Depuis un peu plus de dix ans, tu évoques ici ou là un disque instrumental, il me semble, sur lequel tu travailles et dont tu doutes qu'un label puisse un jour le financer. Simple Songs n'a rien à voir avec ça?En fait, ça fait 16 ans que c'est composé. Le problème, si c'en est un, c'est que je n'accepte aucun argent des labels qui sortent ma musique pour la produire. Parce que je continue à penser, pour une raison ou pour une autre, que je dois produire moi même ma musique, au sens financier du terme.
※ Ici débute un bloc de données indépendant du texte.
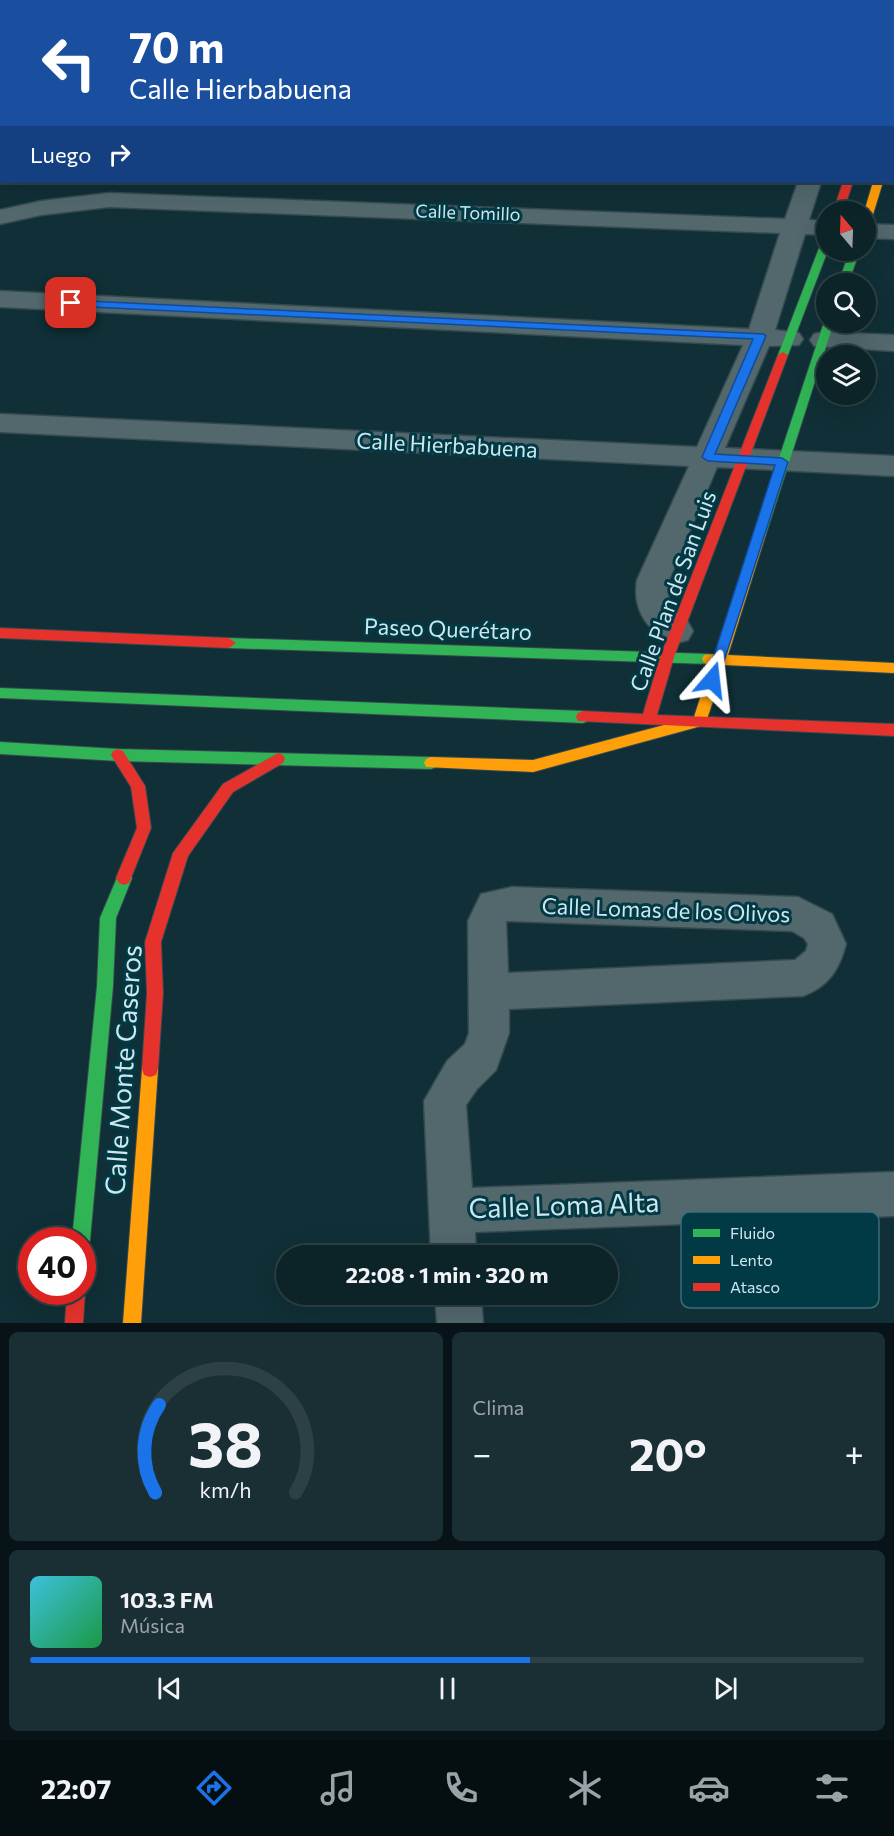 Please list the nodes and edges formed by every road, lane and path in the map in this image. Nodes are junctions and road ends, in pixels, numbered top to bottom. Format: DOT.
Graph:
graph roads {
  1 [pos="809,183"];
  2 [pos="848,183"];
  3 [pos="878,183"];
  4 [pos="842,201"];
  5 [pos="872,201"];
  6 [pos="0,217"];
  7 [pos="795,225"];
  8 [pos="816,227"];
  9 [pos="876,231"];
  10 [pos="894,232"];
  11 [pos="819,261"];
  12 [pos="0,299"];
  13 [pos="825,333"];
  14 [pos="838,333"];
  15 [pos="760,336"];
  16 [pos="790,339"];
  17 [pos="894,342"];
  18 [pos="0,423"];
  19 [pos="708,457"];
  20 [pos="745,459"];
  21 [pos="782,462"];
  22 [pos="894,466"];
  23 [pos="677,631"];
  24 [pos="0,633"];
  25 [pos="667,657"];
  26 [pos="719,659"];
  27 [pos="894,668"];
  28 [pos="0,693"];
  29 [pos="649,719"];
  30 [pos="700,721"];
  31 [pos="894,730"];
  32 [pos="0,748"];
  33 [pos="118,755"];
  34 [pos="278,759"];
  35 [pos="489,992"];
  36 [pos="894,1194"];
  37 [pos="451,1211"];
  38 [pos="82,1227"];
  39 [pos="453,1245"];
  40 [pos="75,1305"];
  41 [pos="459,1305"];
  42 [pos="74,1323"];
  43 [pos="132,1323"];
  44 [pos="460,1323"];
  1 -- 7 [label="street"];
  2 -- 4 [label="street"];
  3 -- 5 [label="street"];
  6 -- 7 [label="street, Calle Tomillo"];
  7 -- 8 [label="street, Calle Tomillo"];
  7 -- 15 [label="street"];
  9 -- 10 [label="street"];
  11 -- 16 [label="street, Calle Plan de San Luis"];
  12 -- 15 [label="street"];
  13 -- 21 [label="street"];
  14 -- 17 [label="street"];
  15 -- 16 [label="street"];
  15 -- 19 [label="street"];
  16 -- 20 [label="street, Calle Plan de San Luis"];
  18 -- 19 [label="street, Calle Hierbabuena"];
  19 -- 20 [label="street, Calle Hierbabuena"];
  19 -- 23 [label="street"];
  20 -- 21 [label="street, Calle Hierbabuena"];
  20 -- 23 [label="street, Calle Plan de San Luis"];
  21 -- 22 [label="street, Calle Hierbabuena"];
  21 -- 26 [label="street"];
  23 -- 25 [label="street, Calle Plan de San Luis"];
  24 -- 25 [label="street, Paseo Querétaro"];
  25 -- 26 [label="street, Paseo Querétaro"];
  25 -- 29 [label="street, Calle Plan de San Luis"];
  26 -- 27 [label="street, Paseo Querétaro"];
  26 -- 30 [label="street"];
  28 -- 29 [label="street"];
  29 -- 30 [label="street"];
  30 -- 31 [label="street"];
  30 -- 34 [label="street"];
  32 -- 33 [label="street"];
  33 -- 34 [label="street"];
  33 -- 38 [label="street, Calle Monte Caseros"];
  34 -- 43 [label="street, Calle Monte Caseros"];
  35 -- 35 [label="street, Calle Lomas de los Olivos"];
  35 -- 37 [label="street"];
  36 -- 37 [label="street, Calle Loma Alta"];
  37 -- 39 [label="street"];
  40 -- 42 [label="street"];
  41 -- 44 [label="street"];
}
Et je sais que je n'aurai jamais les moyens d'enregistrer cette composition. En même temps... Je dois t'avouer quelque chose: il y a deux mois, j'ai commencé à réviser la partition et j'ai demandé au groupe d'apprendre les parties supposée être jouée par un groupe. Au cas-où. Pour que ce soit prêt. Alors on ne sait jamais. Si l'argent arrive sur mon compte en banque, la machine pourrait se mettre en marche. Mais je ne vends pas assez de disques. Donc la chance que ça se fasse reste infime. Minuscule. Ridicule. (rires).
C'est douloureux à entendre. Avec tous ces disques inutiles qui sont produits tous les jours dans le monde avec des tonnes d'argent sale...J'imagine que c'est le cas. Mais je ne veux pas prendre l'argent des autres. C'est à cause de mon éducation irlandaise catholique. On ne prend pas l'argent des autres. Et on ne prend pas d'argent qui n'a pas été gagné à la sueur de son front. L'argent, c'est le travail. Et si ça doit empêcher des choses de se faire, c'est la vie. Je suis plus heureux comme ça.